Since the 1980s the Australian Government has implemented numerous reforms to expand the focus of provision of aged care provision from residential care to include a wide range of community care services. Computerised person-level data are collected for administrative purposes for all residential care, but for only some community care programs. To fill this data gap, over the last 10 years several client-level national minimum datasets have been developed to provide regular information on government community service programs [1–3]. However, aged care programs generally have many distinct service providers, both government and non-government, and, for many programs, clients do not have a unique identifier within the program dataset that can be used to identify readily all of a person's program use.
To enable the derivation of client-level data, many of the community service program data collections contain a statistical linkage key (SLK) based on the concatenation of selected letters of name, date of birth and sex. The purpose of the SLK is to enable data linkage for statistical and research purposes while protecting client privacy, and not for client identification for administrative use or case management. In this context, "the process of linking client records does not need to be 100% accurate. Rather, statistical record linkage need only be sufficiently accurate to enable the drawing of statistically valid conclusions" .
In the Australian community services datasets the purpose of the SLK is then primarily to allow client-level analysis within particular government programs. However, when developing the datasets it was realised that the use of a common linkage key would greatly facilitate the statistical examination of cross-program use and care pathways. To allow for this possibility, a common SLK is now used in a number of data collections on government community services programs, including those relating to aged care and disability [1–3]. Linking the datasets is not routine, and requires approval from a properly constituted ethics committee (see ) and permission from all relevant data custodians.

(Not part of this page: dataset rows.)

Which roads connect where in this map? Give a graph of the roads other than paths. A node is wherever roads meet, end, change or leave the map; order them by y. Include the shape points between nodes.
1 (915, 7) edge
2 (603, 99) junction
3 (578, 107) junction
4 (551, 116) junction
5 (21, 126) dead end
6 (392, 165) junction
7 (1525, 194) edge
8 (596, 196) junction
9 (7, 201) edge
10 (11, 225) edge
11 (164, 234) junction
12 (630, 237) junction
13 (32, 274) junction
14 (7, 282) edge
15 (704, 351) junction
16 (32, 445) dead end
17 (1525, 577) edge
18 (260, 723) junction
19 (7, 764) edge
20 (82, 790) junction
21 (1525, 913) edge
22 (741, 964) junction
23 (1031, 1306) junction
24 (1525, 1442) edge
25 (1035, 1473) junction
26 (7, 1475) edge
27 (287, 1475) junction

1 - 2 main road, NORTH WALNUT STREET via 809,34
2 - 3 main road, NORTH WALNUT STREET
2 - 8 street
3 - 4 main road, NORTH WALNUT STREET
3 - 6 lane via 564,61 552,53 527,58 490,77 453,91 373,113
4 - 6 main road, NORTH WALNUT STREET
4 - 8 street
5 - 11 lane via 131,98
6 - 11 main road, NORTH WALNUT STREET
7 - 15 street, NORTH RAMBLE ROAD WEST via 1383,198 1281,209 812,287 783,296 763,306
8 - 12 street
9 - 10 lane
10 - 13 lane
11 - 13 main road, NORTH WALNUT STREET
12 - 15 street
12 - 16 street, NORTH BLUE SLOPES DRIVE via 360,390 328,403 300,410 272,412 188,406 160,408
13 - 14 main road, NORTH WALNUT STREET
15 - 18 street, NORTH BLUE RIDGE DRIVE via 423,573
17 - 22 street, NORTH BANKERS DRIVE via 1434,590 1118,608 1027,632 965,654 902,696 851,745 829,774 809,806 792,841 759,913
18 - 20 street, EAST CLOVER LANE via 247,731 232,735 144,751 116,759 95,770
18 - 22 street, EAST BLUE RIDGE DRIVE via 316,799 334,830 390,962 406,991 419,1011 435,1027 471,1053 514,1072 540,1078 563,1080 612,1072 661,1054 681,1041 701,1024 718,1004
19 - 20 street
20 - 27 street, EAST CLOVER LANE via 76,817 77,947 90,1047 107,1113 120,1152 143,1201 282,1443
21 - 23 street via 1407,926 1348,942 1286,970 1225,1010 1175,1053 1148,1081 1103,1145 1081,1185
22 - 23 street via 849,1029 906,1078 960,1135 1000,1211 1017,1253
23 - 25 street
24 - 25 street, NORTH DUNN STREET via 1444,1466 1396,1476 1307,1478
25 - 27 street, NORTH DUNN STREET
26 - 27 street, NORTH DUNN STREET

Data linkage is a powerful tool both for identifying multiple appearances of individuals within a dataset and for integrating client information across datasets. As the information recorded for an individual may vary from dataset to dataset - due to either differences in reporting (e.g. in first name) or errors - a robust linkage process should allow for some discrepancy in reported characteristics. There are two main types of data linkage: probabilistic record linkage in which the linkage of records in two (or more) files is based on the probabilities of agreement and disagreement between a range of match variables, and deterministic record linkage in which the linkage of records is based on exact agreement of match variables.

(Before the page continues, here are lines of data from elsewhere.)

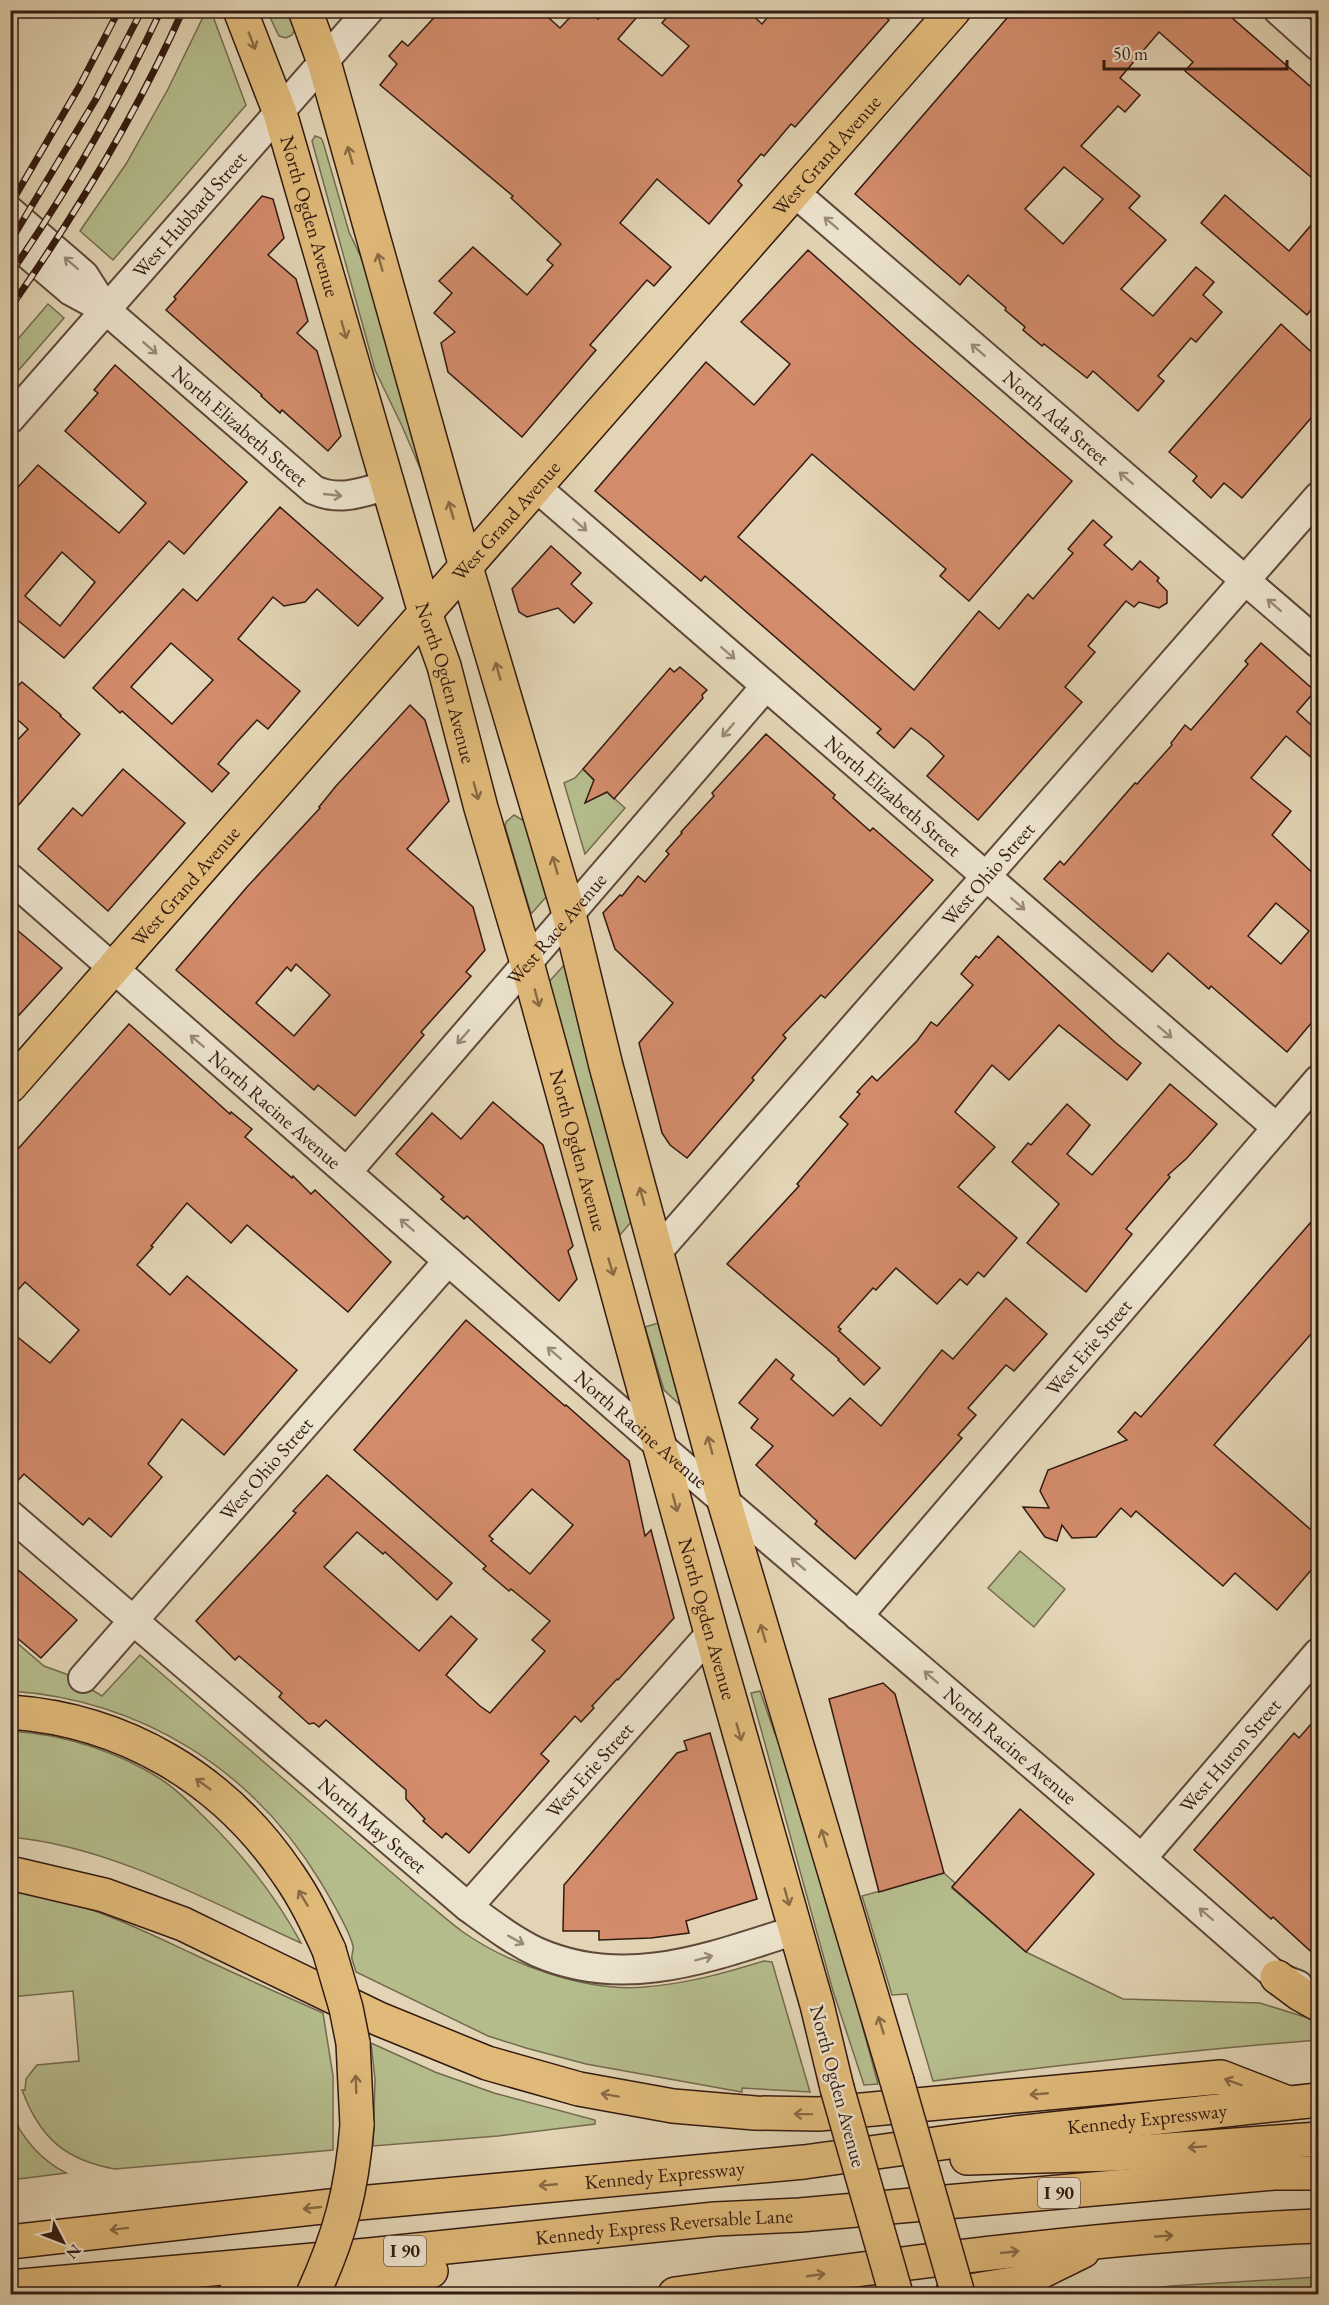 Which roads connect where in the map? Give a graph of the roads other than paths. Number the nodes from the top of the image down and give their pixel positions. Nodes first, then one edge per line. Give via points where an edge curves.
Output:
1 (240, 10) edge
2 (305, 10) edge
3 (369, 10) edge
4 (954, 10) edge
5 (1278, 10) edge
6 (1318, 46) edge
7 (324, 62) junction
8 (280, 113) junction
9 (794, 192) junction
10 (10, 211) edge
11 (10, 238) edge
12 (106, 310) junction
13 (10, 419) edge
14 (389, 485) junction
15 (536, 487) junction
16 (1318, 497) edge
17 (466, 567) junction
18 (1245, 580) junction
19 (425, 613) junction
20 (1318, 643) edge
21 (766, 686) junction
22 (986, 876) junction
23 (10, 878) edge
24 (569, 914) junction
25 (527, 963) junction
26 (114, 969) junction
27 (1318, 1080) edge
28 (10, 1086) edge
29 (1277, 1128) junction
30 (347, 1172) junction
31 (658, 1251) junction
32 (448, 1261) junction
33 (661, 1447) junction
34 (724, 1501) junction
35 (10, 1515) edge
36 (858, 1616) junction
37 (133, 1621) junction
38 (711, 1633) junction
39 (1318, 1653) edge
40 (83, 1678) dead end
41 (10, 1713) edge
42 (1142, 1858) junction
43 (10, 1873) edge
44 (468, 1907) junction
45 (796, 1930) junction
46 (1277, 1977) junction
47 (1318, 1987) edge
48 (1318, 2004) edge
49 (1303, 2101) edge
50 (1318, 2139) edge
51 (804, 2162) junction
52 (1318, 2173) edge
53 (800, 2215) junction
54 (1318, 2226) edge
55 (1105, 2241) junction
56 (10, 2242) edge
57 (10, 2287) edge
58 (235, 2295) edge
59 (313, 2295) edge
60 (675, 2295) edge
61 (896, 2295) edge
62 (952, 2295) edge
63 (958, 2295) edge

1 -> 8 main road, North Ogden Avenue
2 - 7 main road
3 - 7 street, West Hubbard Street
4 - 9 main road, West Grand Avenue
5 - 6 street
7 - 8 street, West Hubbard Street
17 -> 7 main road
8 - 12 street, West Hubbard Street
8 -> 14 main road, North Ogden Avenue
9 - 15 main road, West Grand Avenue
18 -> 9 street, North Ada Street
12 -> 10 street, North Elizabeth Street via 84,275
11 - 12 street, North Elizabeth Street via 71,291
12 - 13 street, West Hubbard Street
12 -> 14 street, North Elizabeth Street via 314,490 340,497
14 - 19 main road, North Ogden Avenue
15 - 17 main road, West Grand Avenue
15 -> 21 street, North Elizabeth Street
16 - 18 street, West Ohio Street
17 - 19 main road, West Grand Avenue
24 -> 17 main road
20 -> 18 street, North Ada Street
18 - 22 street, West Ohio Street
19 -> 25 main road, North Ogden Avenue via 444,666
19 - 26 main road, West Grand Avenue
21 - 22 street, North Elizabeth Street
21 -> 24 street, West Race Avenue
22 -> 29 street, North Elizabeth Street
22 - 31 street, West Ohio Street
23 - 26 street, North Racine Avenue
24 - 25 street, West Race Avenue
31 -> 24 main road via 606,1066
25 -> 30 street, West Race Avenue
25 -> 33 main road, North Ogden Avenue
26 - 28 main road, West Grand Avenue
30 -> 26 street, North Racine Avenue
27 - 29 street, West Erie Street
29 - 36 street, West Erie Street
32 -> 30 street, North Racine Avenue
34 -> 31 main road
33 -> 32 street, North Racine Avenue
32 - 37 street, West Ohio Street
33 - 34 street, North Racine Avenue
33 -> 38 main road, North Ogden Avenue
36 -> 34 street, North Racine Avenue
63 -> 34 main road, bridge
35 - 37 street, North May Street
42 -> 36 street, North Racine Avenue
37 - 40 street, West Ohio Street
37 - 44 street, North May Street
38 - 44 street, West Erie Street
38 -> 45 main road, North Ogden Avenue
39 - 42 street, West Huron Street
59 -> 41 main road, bridge via 339,2232 357,2125 353,2043 346,2008 329,1950 308,1906 288,1874 246,1823 211,1789 181,1768 144,1746 84,1724 38,1714
46 -> 42 street, North Racine Avenue
49 -> 43 main road via 1221,2077 819,2114 673,2106 579,2089 487,2063 390,2024 183,1924 104,1895
44 -> 45 street, North May Street via 504,1934 537,1951 597,1968 643,1970 679,1965
45 - 61 main road, North Ogden Avenue, bridge
46 - 47 street
46 - 48 main road
49 - 51 main road, Kennedy Expressway / I 90 via 1015,2133
50 -> 51 main road, I 90 via 1114,2154
51 -> 56 main road, Kennedy Expressway / I 90 via 348,2204
52 - 53 main road, Kennedy Express Reversable Lane / I 90 via 1274,2173
53 - 57 main road, Kennedy Express Reversable Lane / I 90 via 715,2219
53 - 58 main road, I 90 via 722,2236
55 -> 54 main road
60 -> 55 main road via 916,2261
55 - 62 main road via 1018,2283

Probabilistic matching allows for variation in reported characteristics by deriving a measure of similarity across variables used to identify matches, called the match weight. This is then used to decide whether a particular pair-wise comparison between records on two datasets is accepted (high weight) or rejected (low weight) as a match, or link [6, 7]. Clerical review of possible record matches is often used to decide both the total weight above which record pairs are acceptable as a match and to determine whether matches with weights near this boundary should be considered to be valid [8–11]. Less commonly, a cut-off point for accepting matches is estimated using statistical models of probabilistic linkage, circumventing the need for clerical review . In this approach detailed limited clerical follow-up may also be desirable to validate the process.
Simple deterministic linkage cannot allow for variation in reporting. However, deterministic algorithms can be constructed which can, and "[A]n intricate deterministic algorithm can be as successful - or more successful - than probabilistic algorithms in identifying valid links" .

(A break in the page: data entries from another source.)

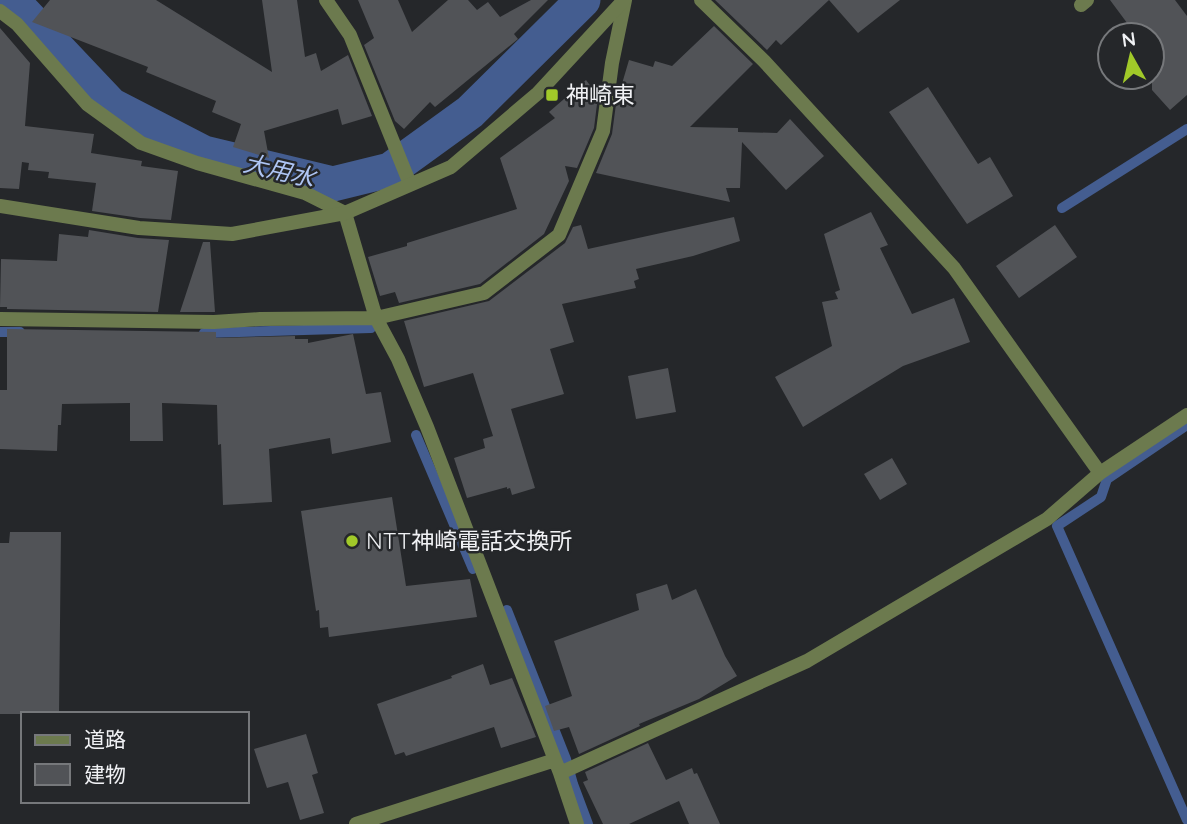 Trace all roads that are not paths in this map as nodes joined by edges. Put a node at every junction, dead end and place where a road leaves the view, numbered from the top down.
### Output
1 (326, 0) edge
2 (625, 0) edge
3 (701, 0) edge
4 (0, 11) edge
5 (410, 184) junction
6 (0, 206) edge
7 (345, 213) junction
8 (376, 318) junction
9 (0, 319) edge
10 (1187, 415) edge
11 (1100, 473) junction
12 (563, 768) junction
13 (356, 824) edge
14 (577, 824) edge

1 - 5 street
2 - 5 street
2 - 8 street
3 - 11 street
4 - 7 street
5 - 7 street
6 - 7 street
7 - 8 street
8 - 9 street
8 - 12 street
10 - 11 street
11 - 12 street
12 - 13 street
12 - 14 street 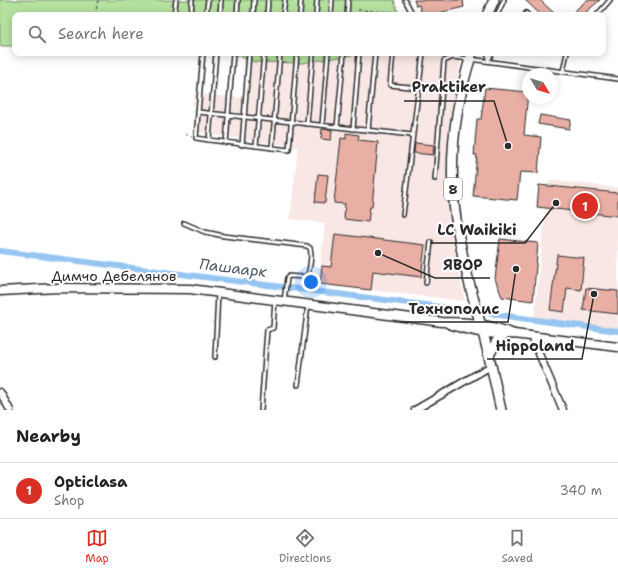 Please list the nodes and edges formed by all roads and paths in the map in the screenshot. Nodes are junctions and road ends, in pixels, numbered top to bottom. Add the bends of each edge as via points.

Irrespective of method, when linking any pair of records four outcomes are possible: a true match (true positive), no match (true negative), a mis-match (false positive) and a missed match (false negative). In any linkage study, false negatives are caused by inconsistent reporting (or non-reporting) of data items across different datasets (i.e. data quality/consistency issues), while false positives are caused by different people, either rightly or wrongly, having common linkage data. False negatives are more likely to occur in simple deterministic matching than in probabilistic matching because client information may change depending on who provides the data and when the information is collected .
When linking using an SLK, additional data may be available that could assist record matching, with the auxiliary information providing a platform from which variation in the reported SLK information can be considered. The purpose of this paper is to describe a stepwise deterministic record linkage strategy for situations where there is a general person identifier (e.g. an SLK) and several additional variables suitable for data linkage. The auxiliary data may be available for nearly all clients or for a particular subset. This approach can allow for variation in client information across large databases in health and community care, and is demonstrated for the Pathways in Aged Care (PIAC) cohort study.